*** The records Section Begins ***

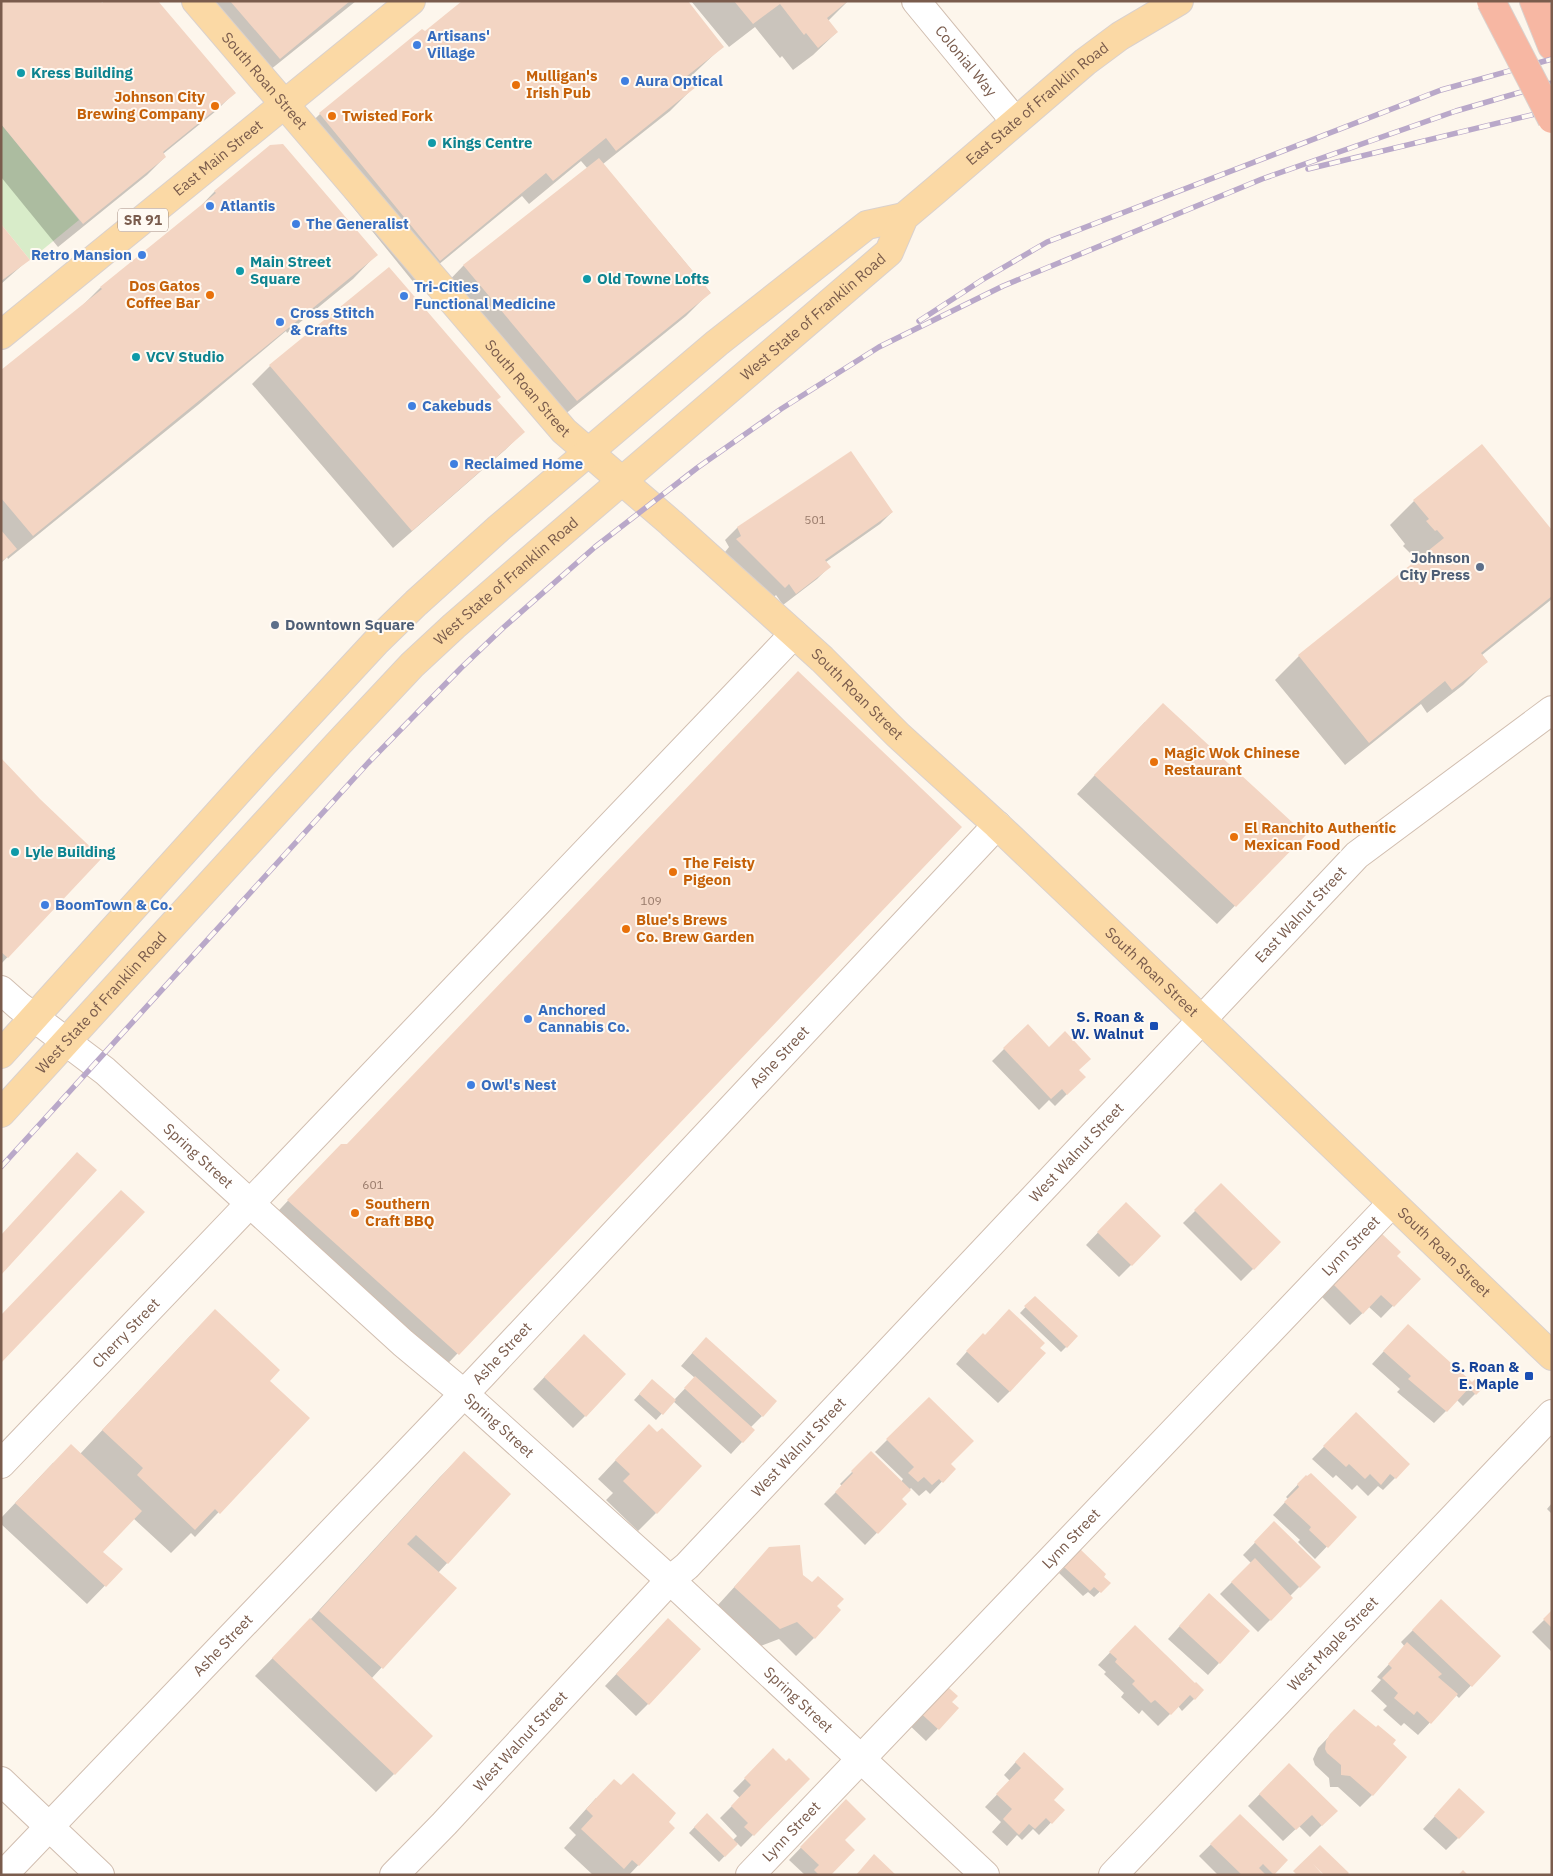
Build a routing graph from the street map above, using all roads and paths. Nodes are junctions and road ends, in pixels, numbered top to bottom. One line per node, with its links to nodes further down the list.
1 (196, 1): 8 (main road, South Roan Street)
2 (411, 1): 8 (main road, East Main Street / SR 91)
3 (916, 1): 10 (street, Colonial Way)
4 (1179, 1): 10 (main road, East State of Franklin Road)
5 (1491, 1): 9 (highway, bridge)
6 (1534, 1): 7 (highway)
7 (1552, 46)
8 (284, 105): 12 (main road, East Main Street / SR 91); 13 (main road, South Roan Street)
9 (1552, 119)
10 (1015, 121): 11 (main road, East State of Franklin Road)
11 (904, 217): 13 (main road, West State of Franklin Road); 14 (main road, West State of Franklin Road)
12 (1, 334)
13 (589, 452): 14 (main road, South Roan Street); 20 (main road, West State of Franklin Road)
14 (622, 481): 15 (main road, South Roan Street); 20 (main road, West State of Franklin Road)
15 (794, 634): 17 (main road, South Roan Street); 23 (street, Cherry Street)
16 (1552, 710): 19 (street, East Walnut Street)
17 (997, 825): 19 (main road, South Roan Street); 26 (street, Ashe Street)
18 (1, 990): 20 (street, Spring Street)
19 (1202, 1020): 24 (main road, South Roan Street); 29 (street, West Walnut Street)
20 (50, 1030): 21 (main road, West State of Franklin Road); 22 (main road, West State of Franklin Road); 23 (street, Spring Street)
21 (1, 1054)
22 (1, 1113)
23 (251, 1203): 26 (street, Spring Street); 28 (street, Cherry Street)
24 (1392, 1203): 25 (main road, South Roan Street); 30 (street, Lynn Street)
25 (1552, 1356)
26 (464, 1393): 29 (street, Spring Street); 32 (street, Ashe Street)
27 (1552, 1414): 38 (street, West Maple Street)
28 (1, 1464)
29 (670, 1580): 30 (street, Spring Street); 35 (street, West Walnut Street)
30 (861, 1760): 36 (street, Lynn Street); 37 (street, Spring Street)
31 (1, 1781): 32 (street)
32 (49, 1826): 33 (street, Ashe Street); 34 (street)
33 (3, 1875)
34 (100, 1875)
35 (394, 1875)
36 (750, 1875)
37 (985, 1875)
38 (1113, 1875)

*** The records Section Ends ***

* **What the task asks**:
Every line above carrying the word "Walnut" needs to be shown.

* **Answer to this exercise**:
16 (1552, 710): 19 (street, East Walnut Street)
19 (1202, 1020): 24 (main road, South Roan Street); 29 (street, West Walnut Street)
29 (670, 1580): 30 (street, Spring Street); 35 (street, West Walnut Street)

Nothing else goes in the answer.